All Products
Search
Document Center

OpenSearch:cache clause

Last Updated:Feb 28, 2024

Overview

You can use the searcher cache feature to cache final query results after the system performs fine sorting or disperses the documents that are obtained. After you enable the searcher cache feature, the number of rough sorting and fine sorting operations can be reduced and the query performance of each Searcher worker can be improved because the system does not need to repeatedly perform rough sorting and fine sorting on the same data. You can create cache policies based on your business requirements. For example, you can specify whether to cache the returned results of a query and specify a cache duration for cached items. You can enable or disable these policies when you configure settings for Searcher workers or write query statements. OpenSearch Retrieval Engine Edition provides plug-ins that you can use to create cache policies based on your business requirements.

Syntax

{
  "cache" : {
  }
}

Parameters:

  • enabled: specifies whether to enable the searcher cache feature. Valid values: true and false.

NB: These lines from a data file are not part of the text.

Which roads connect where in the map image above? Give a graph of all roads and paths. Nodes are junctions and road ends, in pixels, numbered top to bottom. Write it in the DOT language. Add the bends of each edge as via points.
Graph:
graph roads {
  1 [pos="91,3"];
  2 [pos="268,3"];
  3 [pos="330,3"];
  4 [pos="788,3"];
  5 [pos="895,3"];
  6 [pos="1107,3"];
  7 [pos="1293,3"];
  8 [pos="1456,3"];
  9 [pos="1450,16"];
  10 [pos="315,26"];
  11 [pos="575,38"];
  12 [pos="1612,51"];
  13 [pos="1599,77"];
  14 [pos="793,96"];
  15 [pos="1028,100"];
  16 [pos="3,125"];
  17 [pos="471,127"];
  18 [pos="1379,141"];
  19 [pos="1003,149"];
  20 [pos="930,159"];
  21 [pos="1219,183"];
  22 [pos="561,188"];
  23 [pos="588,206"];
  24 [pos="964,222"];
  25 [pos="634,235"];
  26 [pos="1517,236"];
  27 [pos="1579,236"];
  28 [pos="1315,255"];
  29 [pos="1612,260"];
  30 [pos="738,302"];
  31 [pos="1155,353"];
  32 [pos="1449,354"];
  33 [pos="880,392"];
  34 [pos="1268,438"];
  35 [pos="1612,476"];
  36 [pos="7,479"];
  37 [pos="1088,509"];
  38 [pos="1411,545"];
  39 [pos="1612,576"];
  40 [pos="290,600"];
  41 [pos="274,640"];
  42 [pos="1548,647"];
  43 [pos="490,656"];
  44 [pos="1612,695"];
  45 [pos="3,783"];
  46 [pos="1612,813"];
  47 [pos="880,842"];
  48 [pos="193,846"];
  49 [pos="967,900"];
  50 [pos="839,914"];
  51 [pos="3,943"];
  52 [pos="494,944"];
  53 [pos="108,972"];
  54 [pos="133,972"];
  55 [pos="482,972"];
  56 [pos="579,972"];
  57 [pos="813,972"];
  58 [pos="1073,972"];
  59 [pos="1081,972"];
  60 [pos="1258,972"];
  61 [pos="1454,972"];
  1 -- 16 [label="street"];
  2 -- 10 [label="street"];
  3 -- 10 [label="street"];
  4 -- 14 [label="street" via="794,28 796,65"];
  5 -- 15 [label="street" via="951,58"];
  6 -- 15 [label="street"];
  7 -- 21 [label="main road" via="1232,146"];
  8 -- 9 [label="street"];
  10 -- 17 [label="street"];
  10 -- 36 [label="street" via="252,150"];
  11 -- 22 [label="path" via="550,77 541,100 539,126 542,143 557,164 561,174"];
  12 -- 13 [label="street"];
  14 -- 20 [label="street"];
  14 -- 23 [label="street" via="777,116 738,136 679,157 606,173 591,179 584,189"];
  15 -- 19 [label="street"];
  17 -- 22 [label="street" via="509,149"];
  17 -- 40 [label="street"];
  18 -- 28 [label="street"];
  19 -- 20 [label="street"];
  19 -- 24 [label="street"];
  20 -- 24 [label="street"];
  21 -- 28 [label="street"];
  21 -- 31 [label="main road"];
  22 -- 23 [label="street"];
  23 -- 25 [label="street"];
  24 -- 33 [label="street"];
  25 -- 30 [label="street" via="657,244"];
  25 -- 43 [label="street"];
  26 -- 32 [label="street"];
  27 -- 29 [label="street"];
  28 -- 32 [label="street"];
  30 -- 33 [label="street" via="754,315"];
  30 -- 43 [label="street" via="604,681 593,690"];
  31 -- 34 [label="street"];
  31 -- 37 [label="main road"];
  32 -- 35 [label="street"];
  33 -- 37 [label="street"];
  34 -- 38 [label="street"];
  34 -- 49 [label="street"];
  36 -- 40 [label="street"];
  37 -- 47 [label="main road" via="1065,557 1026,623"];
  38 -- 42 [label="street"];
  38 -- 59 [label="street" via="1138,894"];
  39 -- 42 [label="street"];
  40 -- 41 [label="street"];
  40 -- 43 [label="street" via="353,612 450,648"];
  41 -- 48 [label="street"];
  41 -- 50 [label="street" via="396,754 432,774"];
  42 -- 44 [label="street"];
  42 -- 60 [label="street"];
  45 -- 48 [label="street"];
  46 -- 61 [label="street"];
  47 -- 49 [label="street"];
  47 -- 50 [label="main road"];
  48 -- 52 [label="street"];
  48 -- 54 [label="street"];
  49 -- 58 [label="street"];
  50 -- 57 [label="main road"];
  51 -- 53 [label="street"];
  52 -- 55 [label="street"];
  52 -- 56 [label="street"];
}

  • cache_key: the cache key of the request. You can generate a cache key and specify the cache key in the query statement. The cache key can affect the cache hit ratio. You can specify a cache key based on your usage scenarios and your business requirements to ensure a high cache hit ratio. If you do not specify a cache key, the system calculates a hash value based on the query statement and uses the hash value as the cache key.

  • expire_time: the cache duration for query result items that are cached. This parameter is used to ensure the timeliness of cached data. Unit: seconds. You can specify a cache duration based on your business requirements. If your application does not have high requirements on data timeliness, or no incremental updates are performed on the data that is queried, you can ignore the expire_time parameter. By default, cached items do not expire, and the system deletes cached items based on the least recently used (LRU) algorithm. You can specify an expression that is supported by OpenSearch Retrieval Engine Edition as the value of the expire_time parameter. For example, you can set the parameter to an attribute expression, a function expression, a virtual attribute expression, or an arithmetic expression that contains attribute expressions, function expressions, and virtual attribute expressions. The returned value of the specified expression must be of the UINT32 type. If the returned value is not of the UINT32 type, the system reports an error. Before the Searcher Cache component caches the results of a query, the Searcher Cache component calculates a cache duration for each document that is queried based on the expression that you specify in the expire_time parameter and uses the minimum value that is calculated as the cache duration of all cached items.

  • current_time: If you specify the current_time parameter in the cache clause, the Searcher Cache component compares the values of the expire_time and current_time parameters to determine whether a cached item expires. If you do not specify the current_time parameter in the cache clause, the Searcher Cache component compares the value of the expire_time parameter with the current system time to determine whether a cached item expires.

  • cache_filter: the conditions used to filter the cached items. The filtering syntax is the same as the standard filtering syntax.

  • cache_doc_num_limit: the maximum number of queried documents that can be cached. To ensure a high cache hit ratio, specify this parameter in each query statement. The default value is [200, 3000]. You can specify a value that includes multiple hierarchies such as [100, 200, 300]. For example, if you set the cache_doc_num_limit parameter to [280, 780], the system caches data based on the following cache policies: When the value of the required_topK parameter is smaller than or equal to 280, the system caches 280 documents. When the value of the required_topK parameter is greater than 280 and smaller than or equal to 780, the system caches 780 documents. When the value of the required_topK parameter is greater than 780, the system caches a number of documents based on the value of the required_topK parameter.

  • refresh_attributes: the attribute fields whose values the system needs to update to the cache when the cache is hit. You can specify only the attribute fields that are included in the schema. Attribute fields that are specified in a virtual_attribute clause are not supported. If the cache duration is long and the values of specific attribute fields are updated, the cached attribute field values may be outdated. You can specify the refresh_attributes parameter to ensure that the system caches the most recent values of attribute fields. This helps ensure high timeliness of cached attribute field values.

Example:

{
  "cache" : {
    "enabled" : true,
    "cache_key" : 1234567890,
    "expire_time" : "now()+300",
    "current_time" : 1235,
    "cache_filter" : "a > 10",
    "cache_doc_num_limit" : [200, 3000],
    "refresh_attributes": ["price", "sell_count"]
  }
}

Usage notes

  • A cache clause is optional.

  • The number of documents that the system can cache is based on the value of the required_topK parameter of the Searcher worker. The value of the required_topK parameter varies based on the value that is calculated based on the following formula: start + hit. If your application uses multiple Searcher workers, the Query Result Searcher (QRS) worker limits the number of documents that each Searcher worker can return based on the value of the searcher_return_hits parameter. In this case, the value of the required_topK parameter is calculated based on the following expression: min(start + hit, searcher_return_hits).

  • The Searcher Cache component caches the results after fine sorting is performed. To ensure that sufficient results are cached, make sure that the system returns a specific number of results after fine sorting is performed. You can specify the rank_size parameter in the rerank scorer or specify the rerank_size parameter in a config clause.